Physical AI faces high latency

Physical AI systems, which sense and act in the real-world, are expected to be predominantly uplink-driven, with most traffic originating from sensors, cameras, and other upstream data sources. This will make latency paramount. 

Physical AI, where artificial intelligence powers physical machines, is the third part of the AI puzzle. This has the potential to make latency for AI bigger than an organization’s latency budget and drives a need to run AI workloads at the edge. The upshot of this is that areas with large amounts of AI-driven robotics – like industrial sites – will need to juggle workloads onsite and offsite.

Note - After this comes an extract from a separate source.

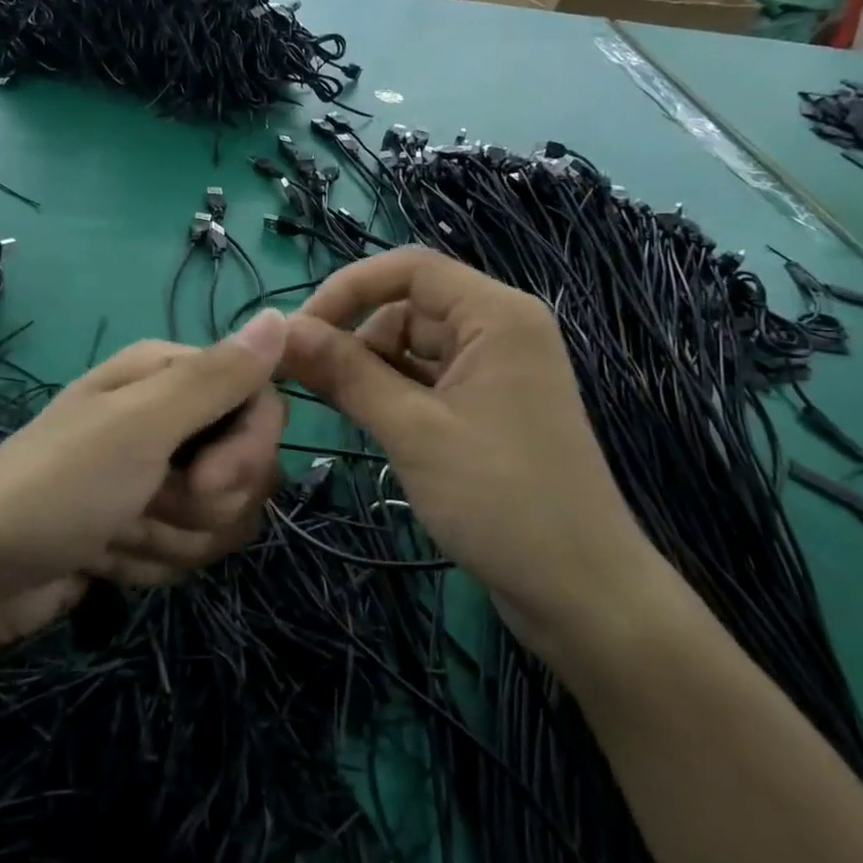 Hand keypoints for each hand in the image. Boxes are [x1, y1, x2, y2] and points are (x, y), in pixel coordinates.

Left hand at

Physical AI will likely run in parallel with other types of AI. Automated delivery robots, for example, are already operating in some US cities and can be used to provide allergy advice on takeout orders delivered to your doorstep. These sidewalk carts can therefore utilize all three types of AI and offer a glimpse into our connected future.

AI on the network in 2034

  1. Generative AI will drive a surge in uplink demand creating a need for capacity to match
  2. Agentic AI will mean ‘bursty’ irregular data patterns necessitating pre-scheduling tasks, using network slicing
  3. Physical AI will make latency for AI bigger than latency budget, driving a need run AI workloads at the edge

Connectivity is advancing towards AI-native networks

The arrival of AI is like the arrival of the airplane. It is not just about an increase in global traffic volume. It is a fundamental rethinking of how traffic moves across the globe. 

AI is an evolution that will build into a revolution, driving a supercycle of change like the internet before it. The full scope of AI will not happen straightaway, but gradually, and will require connectivity to advance in parallel. Communication networks are already optimized and powered by AI, but ultimately, they must become AI-native networks.